Human liver tissue-derived organoids recapitulate key hepatic phenotypes but are commonly maintained under static conditions, whereas microfluidic organ-on-chip systems provide controllable perfusion and mass transport. Scalable integration of human liver tissue-derived organoids into a perfused, human-relevant Liver-on-Chip remains limited. We combined healthy human liver tissue-derived organoids with a high-throughput three-lane OrganoPlate microfluidic format to establish a perfused organoid Liver-on-Chip (HepLoC) featuring 3D luminal tubules under continuous flow. After hepatocyte-directed differentiation under perfusion, bioengineered HepLoC formed mature hepatocyte-like architectures with increased mature hepatocyte marker proteins, enrichment of hepatic transcriptomic signatures, and functional bile canaliculi.
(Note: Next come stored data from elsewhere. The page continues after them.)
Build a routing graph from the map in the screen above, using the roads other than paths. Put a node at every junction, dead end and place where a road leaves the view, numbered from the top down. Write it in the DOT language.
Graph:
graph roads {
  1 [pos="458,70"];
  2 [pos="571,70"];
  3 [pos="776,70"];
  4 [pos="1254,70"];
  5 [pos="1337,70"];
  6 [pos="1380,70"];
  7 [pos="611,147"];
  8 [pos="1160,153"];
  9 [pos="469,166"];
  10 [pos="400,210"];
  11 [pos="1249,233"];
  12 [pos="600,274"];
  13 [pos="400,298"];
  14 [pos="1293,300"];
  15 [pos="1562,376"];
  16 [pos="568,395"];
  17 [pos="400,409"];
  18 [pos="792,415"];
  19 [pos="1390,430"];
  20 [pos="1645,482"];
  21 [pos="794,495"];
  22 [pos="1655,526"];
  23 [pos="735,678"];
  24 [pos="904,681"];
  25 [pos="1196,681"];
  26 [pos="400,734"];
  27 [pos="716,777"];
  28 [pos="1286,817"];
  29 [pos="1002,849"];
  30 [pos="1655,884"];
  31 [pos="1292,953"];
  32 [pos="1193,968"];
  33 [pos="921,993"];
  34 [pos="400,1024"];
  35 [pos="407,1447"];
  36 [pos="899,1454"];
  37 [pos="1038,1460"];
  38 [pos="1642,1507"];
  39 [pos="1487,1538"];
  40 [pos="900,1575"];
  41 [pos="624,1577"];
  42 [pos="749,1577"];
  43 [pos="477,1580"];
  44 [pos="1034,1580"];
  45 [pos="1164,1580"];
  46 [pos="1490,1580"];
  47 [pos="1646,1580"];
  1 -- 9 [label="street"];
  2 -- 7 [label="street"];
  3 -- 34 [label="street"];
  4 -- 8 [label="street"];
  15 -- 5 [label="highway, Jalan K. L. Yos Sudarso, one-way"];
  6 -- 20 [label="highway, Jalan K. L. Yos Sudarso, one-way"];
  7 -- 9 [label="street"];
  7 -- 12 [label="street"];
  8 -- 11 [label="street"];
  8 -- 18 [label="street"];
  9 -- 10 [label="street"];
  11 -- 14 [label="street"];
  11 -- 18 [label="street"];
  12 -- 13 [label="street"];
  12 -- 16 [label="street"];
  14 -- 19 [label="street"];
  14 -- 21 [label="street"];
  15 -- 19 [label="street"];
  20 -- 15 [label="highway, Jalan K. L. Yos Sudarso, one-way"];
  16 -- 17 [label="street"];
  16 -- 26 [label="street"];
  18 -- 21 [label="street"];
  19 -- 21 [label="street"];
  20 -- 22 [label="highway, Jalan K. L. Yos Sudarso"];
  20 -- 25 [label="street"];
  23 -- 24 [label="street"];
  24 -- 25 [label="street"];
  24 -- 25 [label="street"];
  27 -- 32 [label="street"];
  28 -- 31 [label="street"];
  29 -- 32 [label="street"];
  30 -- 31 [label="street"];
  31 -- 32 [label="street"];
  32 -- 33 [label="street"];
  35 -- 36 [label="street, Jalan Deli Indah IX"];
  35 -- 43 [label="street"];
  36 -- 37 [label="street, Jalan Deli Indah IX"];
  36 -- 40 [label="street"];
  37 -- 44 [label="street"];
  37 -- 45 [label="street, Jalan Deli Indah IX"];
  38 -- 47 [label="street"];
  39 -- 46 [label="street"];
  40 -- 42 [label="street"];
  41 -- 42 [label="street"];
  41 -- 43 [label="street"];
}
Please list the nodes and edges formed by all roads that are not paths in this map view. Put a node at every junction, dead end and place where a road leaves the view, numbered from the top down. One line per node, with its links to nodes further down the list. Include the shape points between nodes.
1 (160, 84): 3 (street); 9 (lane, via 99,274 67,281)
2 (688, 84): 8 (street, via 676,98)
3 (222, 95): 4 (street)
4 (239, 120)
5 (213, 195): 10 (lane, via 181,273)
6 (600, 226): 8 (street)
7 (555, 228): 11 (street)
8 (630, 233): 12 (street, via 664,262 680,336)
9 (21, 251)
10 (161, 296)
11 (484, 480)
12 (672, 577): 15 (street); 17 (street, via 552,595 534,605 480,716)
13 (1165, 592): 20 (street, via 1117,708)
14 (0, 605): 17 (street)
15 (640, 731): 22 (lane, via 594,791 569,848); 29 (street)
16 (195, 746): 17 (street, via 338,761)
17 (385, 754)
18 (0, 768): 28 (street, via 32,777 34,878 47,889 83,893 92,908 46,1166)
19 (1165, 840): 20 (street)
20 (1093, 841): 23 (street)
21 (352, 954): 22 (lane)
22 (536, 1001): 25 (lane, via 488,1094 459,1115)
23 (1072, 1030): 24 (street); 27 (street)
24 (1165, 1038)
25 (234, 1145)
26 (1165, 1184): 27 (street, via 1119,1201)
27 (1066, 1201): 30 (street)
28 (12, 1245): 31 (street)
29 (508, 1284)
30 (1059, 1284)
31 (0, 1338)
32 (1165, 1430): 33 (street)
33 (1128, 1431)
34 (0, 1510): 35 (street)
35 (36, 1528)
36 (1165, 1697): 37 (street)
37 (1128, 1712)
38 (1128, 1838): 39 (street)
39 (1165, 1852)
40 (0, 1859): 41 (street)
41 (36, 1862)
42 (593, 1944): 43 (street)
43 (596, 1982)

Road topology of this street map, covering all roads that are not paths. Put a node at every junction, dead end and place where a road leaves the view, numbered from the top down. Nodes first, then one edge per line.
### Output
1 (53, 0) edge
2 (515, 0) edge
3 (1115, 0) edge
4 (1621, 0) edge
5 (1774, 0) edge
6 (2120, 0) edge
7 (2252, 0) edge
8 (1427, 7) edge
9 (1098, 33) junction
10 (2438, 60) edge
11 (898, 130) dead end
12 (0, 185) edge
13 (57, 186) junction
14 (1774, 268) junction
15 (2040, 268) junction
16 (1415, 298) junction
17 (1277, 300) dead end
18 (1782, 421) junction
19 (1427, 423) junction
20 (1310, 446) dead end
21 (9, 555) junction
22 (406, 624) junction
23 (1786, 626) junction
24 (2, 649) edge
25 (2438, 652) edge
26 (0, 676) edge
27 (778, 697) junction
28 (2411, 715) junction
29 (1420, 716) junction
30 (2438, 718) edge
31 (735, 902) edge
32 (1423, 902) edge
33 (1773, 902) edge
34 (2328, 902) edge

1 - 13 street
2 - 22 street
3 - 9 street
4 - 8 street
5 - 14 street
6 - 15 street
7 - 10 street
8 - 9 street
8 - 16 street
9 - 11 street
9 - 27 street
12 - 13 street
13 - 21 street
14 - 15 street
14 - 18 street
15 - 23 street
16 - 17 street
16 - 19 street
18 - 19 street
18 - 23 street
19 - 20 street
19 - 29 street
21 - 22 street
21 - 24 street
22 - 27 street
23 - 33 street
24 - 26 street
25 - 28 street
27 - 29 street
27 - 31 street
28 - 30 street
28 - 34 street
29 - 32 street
As a proof-of-concept for drug-induced liver injury, troglitazone induced dose-dependent hepatocyte injury accompanied by tight-junction disruption, MRP2 mislocalization, and impaired bile acid export, recapitulating key features of cholestatic liver injury. To model metabolic liver disease, free fatty acids triggered lipid droplet accumulation, increased triglycerides and reactive oxygen species, and upregulated lipogenic and inflammatory genes while largely preserving viability, consistent with early-stage metabolic dysfunction-associated fatty liver disease. The high-throughput HepLoC format further enabled parallel testing of reference hepatotoxic drugs and curcumin liposomes by reduced lipid accumulation in fatty-acid-treated HepLoC with minimal hepatotoxicity. Our perfused, organoid-based microfluidic Liver-on-Chip recapitulates essential human liver structure and function and enables integrated, parallel evaluation of hepatotoxicity and optimization of nanotherapeutic strategies, which deciphers the mechanisms of liver diseases, bridging the gap between preclinical research and clinical translation.